Though the process challenged her constantly, Tamko thrives under self-imposed pressure. Her background in engineering helped her here. She describes herself as “analytical” and “solutions-driven”, undeterred by roadblocks that popped up when trying to reproduce the sounds in her mind.
Three songs, ‘The Embers’, ‘Fear and Force’, and ‘Cold Apartment’, have been updated from ‘Persian Garden’, showing a huge leap in production value and a subtler ear for instrumentation. She remembers the closing track ‘Alive and A Well’ as the most difficult song to record because it pushed the upper limits of her singing register, and she refused to sing it any lower than she imagined it.
But the album’s finest moment is the juxtaposition of ‘Minneapolis’ and ‘Mal à L’aise’, two spectacular songs that reflect Tamko’s range as a songwriter. The former is a straight rocker that ends with a tremendous breakdown of bass and guitar, the latter a dream pop gem built from airy synths, drum machines, and vocal samples. Tamko describes ‘Mal à L’aise’ as an intentional palette cleanser, but “intentional” goes without saying. ‘Infinite Worlds’ exudes confident craft at every turn. It’s a testament to what Tamko calls “power in growth,” the capacity for a person to develop despite whatever setback they encounter. The secret to growth, she says, is “never being satisfied. If you’re never satisfied, then you’re going to keep grinding.”
Ironically for Tamko, the biggest challenge arrived after ‘Infinite Worlds’ was finished. Asked about the hardest part of her career to date, she turns to the present, noting, “There are more people who are watching and listening now.” Her release show in Brooklyn this February sold out in advance. “Constantly being visible, being in front of people, it’s kind of against my personality.”

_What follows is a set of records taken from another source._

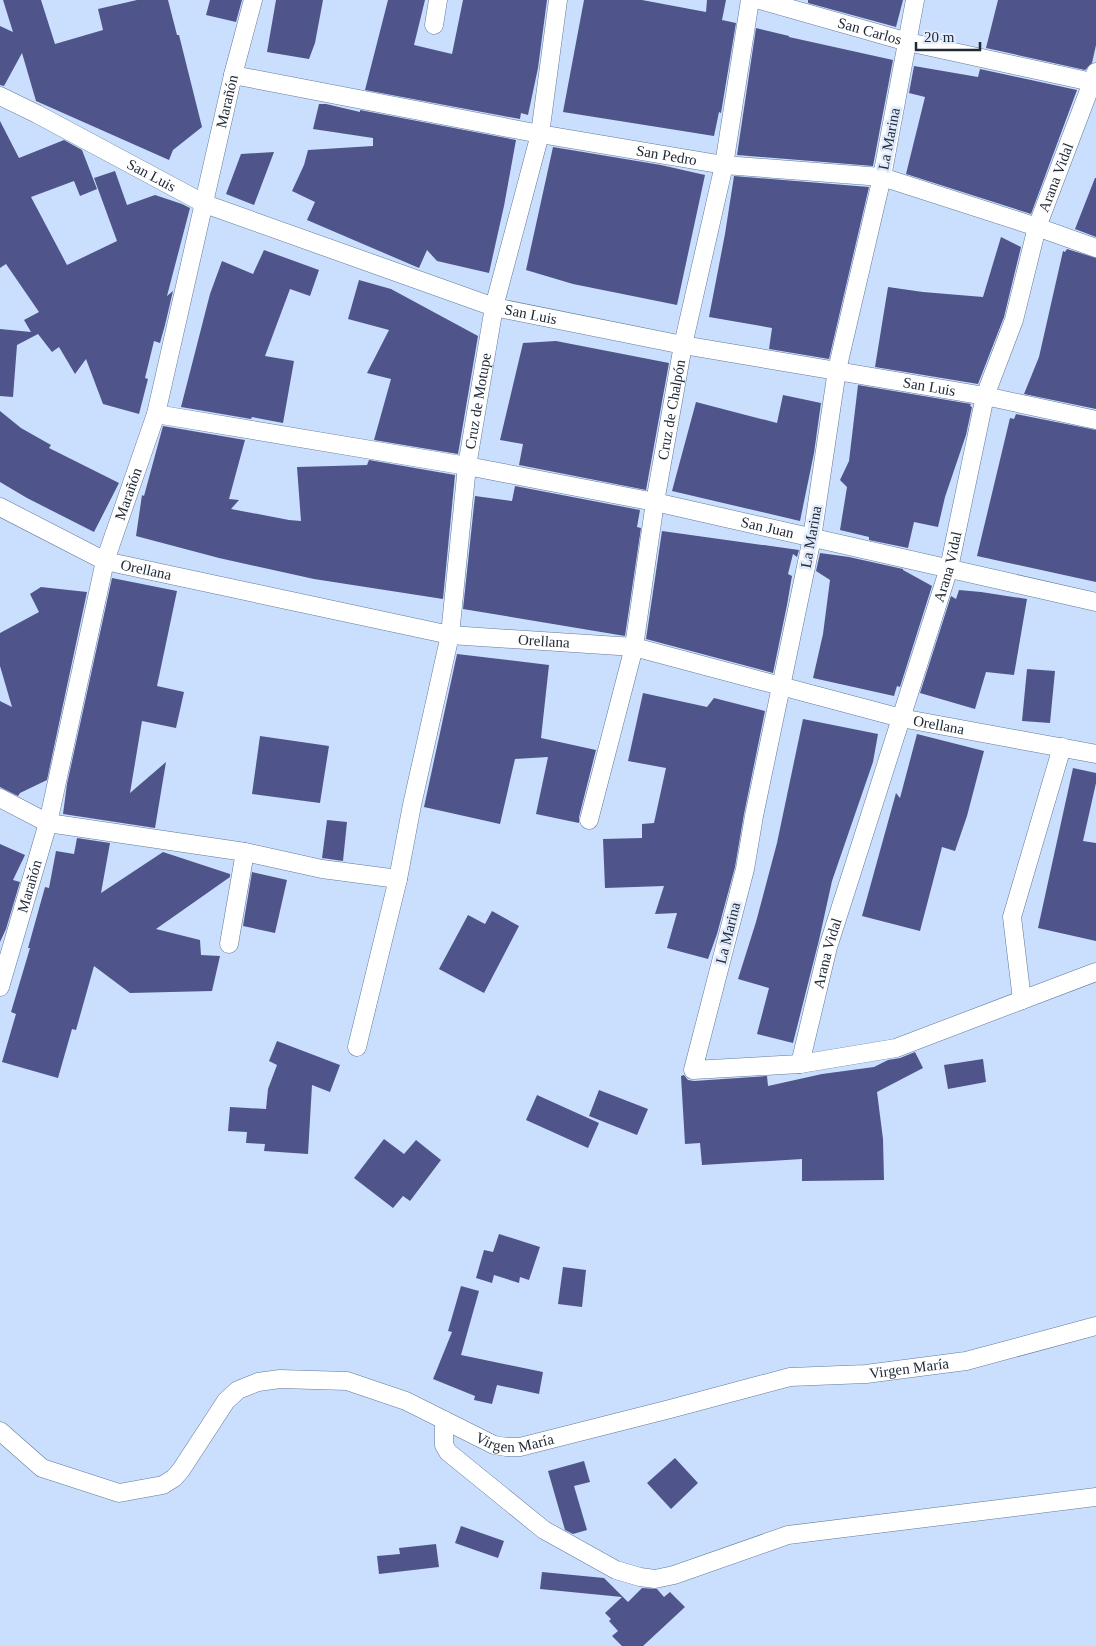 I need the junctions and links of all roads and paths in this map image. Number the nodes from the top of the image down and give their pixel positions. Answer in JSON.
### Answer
{"nodes":[{"id":1,"x":253,"y":0,"type":"edge"},
{"id":2,"x":438,"y":0,"type":"edge"},
{"id":3,"x":558,"y":0,"type":"edge"},
{"id":4,"x":750,"y":0,"type":"edge"},
{"id":5,"x":760,"y":0,"type":"edge"},
{"id":6,"x":915,"y":0,"type":"edge"},
{"id":7,"x":434,"y":25,"type":"dead end"},
{"id":8,"x":908,"y":42,"type":"junction"},
{"id":9,"x":233,"y":75,"type":"junction"},
{"id":10,"x":1095,"y":79,"type":"edge"},
{"id":11,"x":0,"y":96,"type":"edge"},
{"id":12,"x":540,"y":134,"type":"junction"},
{"id":13,"x":724,"y":165,"type":"junction"},
{"id":14,"x":882,"y":177,"type":"junction"},
{"id":15,"x":205,"y":204,"type":"junction"},
{"id":16,"x":1037,"y":227,"type":"junction"},
{"id":17,"x":1096,"y":248,"type":"edge"},
{"id":18,"x":494,"y":307,"type":"junction"},
{"id":19,"x":683,"y":345,"type":"junction"},
{"id":20,"x":837,"y":370,"type":"junction"},
{"id":21,"x":984,"y":396,"type":"junction"},
{"id":22,"x":156,"y":414,"type":"junction"},
{"id":23,"x":1096,"y":420,"type":"edge"},
{"id":24,"x":467,"y":466,"type":"junction"},
{"id":25,"x":655,"y":502,"type":"junction"},
{"id":26,"x":0,"y":507,"type":"edge"},
{"id":27,"x":812,"y":538,"type":"junction"},
{"id":28,"x":105,"y":561,"type":"junction"},
{"id":29,"x":949,"y":568,"type":"junction"},
{"id":30,"x":1096,"y":602,"type":"edge"},
{"id":31,"x":450,"y":635,"type":"junction"},
{"id":32,"x":634,"y":647,"type":"junction"},
{"id":33,"x":781,"y":687,"type":"junction"},
{"id":34,"x":901,"y":718,"type":"junction"},
{"id":35,"x":1062,"y":747,"type":"junction"},
{"id":36,"x":1096,"y":754,"type":"edge"},
{"id":37,"x":0,"y":798,"type":"edge"},
{"id":38,"x":589,"y":820,"type":"dead end"},
{"id":39,"x":48,"y":823,"type":"junction"},
{"id":40,"x":245,"y":852,"type":"junction"},
{"id":41,"x":398,"y":879,"type":"junction"},
{"id":42,"x":229,"y":944,"type":"dead end"},
{"id":43,"x":1096,"y":972,"type":"edge"},
{"id":44,"x":1,"y":977,"type":"edge"},
{"id":45,"x":1022,"y":1000,"type":"junction"},
{"id":46,"x":357,"y":1047,"type":"dead end"},
{"id":47,"x":800,"y":1064,"type":"junction"},
{"id":48,"x":1096,"y":1326,"type":"edge"},
{"id":49,"x":444,"y":1420,"type":"junction"},
{"id":50,"x":0,"y":1431,"type":"edge"},
{"id":51,"x":1096,"y":1497,"type":"edge"}],
"edges":[{"from":1,"to":9,"type":"street","name":"Marañón"},
{"from":2,"to":7,"type":"street"},
{"from":3,"to":12,"type":"street","name":"Cruz de Motupe"},
{"from":4,"to":13,"type":"street","name":"Cruz de Chalpón"},
{"from":5,"to":8,"type":"street","name":"San Carlos"},
{"from":6,"to":8,"type":"street","name":"La Marina"},
{"from":8,"to":10,"type":"street","name":"San Carlos"},
{"from":8,"to":14,"type":"street","name":"La Marina"},
{"from":9,"to":12,"type":"street","name":"San Pedro"},
{"from":9,"to":15,"type":"street","name":"Marañón"},
{"from":10,"to":16,"type":"street","name":"Arana Vidal"},
{"from":11,"to":15,"type":"street","name":"San Luis"},
{"from":12,"to":13,"type":"street","name":"San Pedro"},
{"from":12,"to":18,"type":"street","name":"Cruz de Motupe"},
{"from":13,"to":14,"type":"street","name":"San Pedro"},
{"from":13,"to":19,"type":"street","name":"Cruz de Chalpón"},
{"from":14,"to":16,"type":"street","name":"San Pedro"},
{"from":14,"to":20,"type":"street","name":"La Marina"},
{"from":15,"to":18,"type":"street","name":"San Luis"},
{"from":15,"to":22,"type":"street","name":"Marañón"},
{"from":16,"to":17,"type":"street","name":"San Pedro"},
{"from":16,"to":21,"type":"street","name":"Arana Vidal"},
{"from":18,"to":19,"type":"street","name":"San Luis"},
{"from":18,"to":24,"type":"street","name":"Cruz de Motupe"},
{"from":19,"to":20,"type":"street","name":"San Luis"},
{"from":19,"to":25,"type":"street","name":"Cruz de Chalpón"},
{"from":20,"to":21,"type":"street","name":"San Luis"},
{"from":20,"to":27,"type":"street","name":"La Marina"},
{"from":21,"to":23,"type":"street","name":"San Luis"},
{"from":21,"to":29,"type":"street","name":"Arana Vidal"},
{"from":22,"to":24,"type":"street","name":"San Juan"},
{"from":22,"to":28,"type":"street","name":"Marañón"},
{"from":24,"to":25,"type":"street","name":"San Juan"},
{"from":24,"to":31,"type":"street","name":"Cruz de Motupe"},
{"from":25,"to":27,"type":"street","name":"San Juan"},
{"from":25,"to":32,"type":"street","name":"Cruz de Chalpón"},
{"from":26,"to":28,"type":"street","name":"Orellana"},
{"from":27,"to":29,"type":"street","name":"San Juan"},
{"from":27,"to":33,"type":"street","name":"La Marina"},
{"from":28,"to":31,"type":"street","name":"Orellana"},
{"from":28,"to":39,"type":"street","name":"Marañón"},
{"from":29,"to":30,"type":"street","name":"San Juan"},
{"from":29,"to":34,"type":"street","name":"Arana Vidal"},
{"from":31,"to":32,"type":"street","name":"Orellana"},
{"from":31,"to":41,"type":"street","name":"Cruz de Motupe"},
{"from":32,"to":33,"type":"street","name":"Orellana"},
{"from":32,"to":38,"type":"street","name":"Cruz de Chalpón"},
{"from":33,"to":34,"type":"street","name":"Orellana"},
{"from":33,"to":47,"type":"street","name":"La Marina"},
{"from":34,"to":35,"type":"street","name":"Orellana"},
{"from":34,"to":47,"type":"street","name":"Arana Vidal"},
{"from":35,"to":36,"type":"street","name":"Orellana"},
{"from":35,"to":45,"type":"street"},
{"from":37,"to":39,"type":"street"},
{"from":39,"to":40,"type":"street"},
{"from":39,"to":44,"type":"street","name":"Marañón"},
{"from":40,"to":41,"type":"street"},
{"from":40,"to":42,"type":"street"},
{"from":41,"to":46,"type":"street","name":"Cruz de Motupe"},
{"from":43,"to":45,"type":"street"},
{"from":45,"to":47,"type":"street"},
{"from":48,"to":49,"type":"street","name":"Virgen María"},
{"from":49,"to":50,"type":"street","name":"Virgen María"},
{"from":49,"to":51,"type":"street"}]}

Even though she’s conquered the jitters from her early days as a performer, she remains a shy, uncomfortable person. “In the little moments where there’s no music happening or I’m tuning my guitar or I’m thanking the crowd for being there, I’m instantly brought back into my body. ‘Oh wait, all of these people are staring at me!’” Indeed, many of the songs on ‘Infinite Worlds’ explore the sense of feeling out of place in one’s body, be it on a bus or in the world at large. Tamko’s world is about to get larger, and there will undoubtedly be new discomforts to conquer.
If anything, though, that’s a promising sign for Vagabon. Lætitia Tamko knows herself, and she knows that she’s at her best when at the base of a mountain to climb. “I think if something comes really easy to me, then it’s probably time to switch it up.” If there are harder days ahead, then there are only good things to come.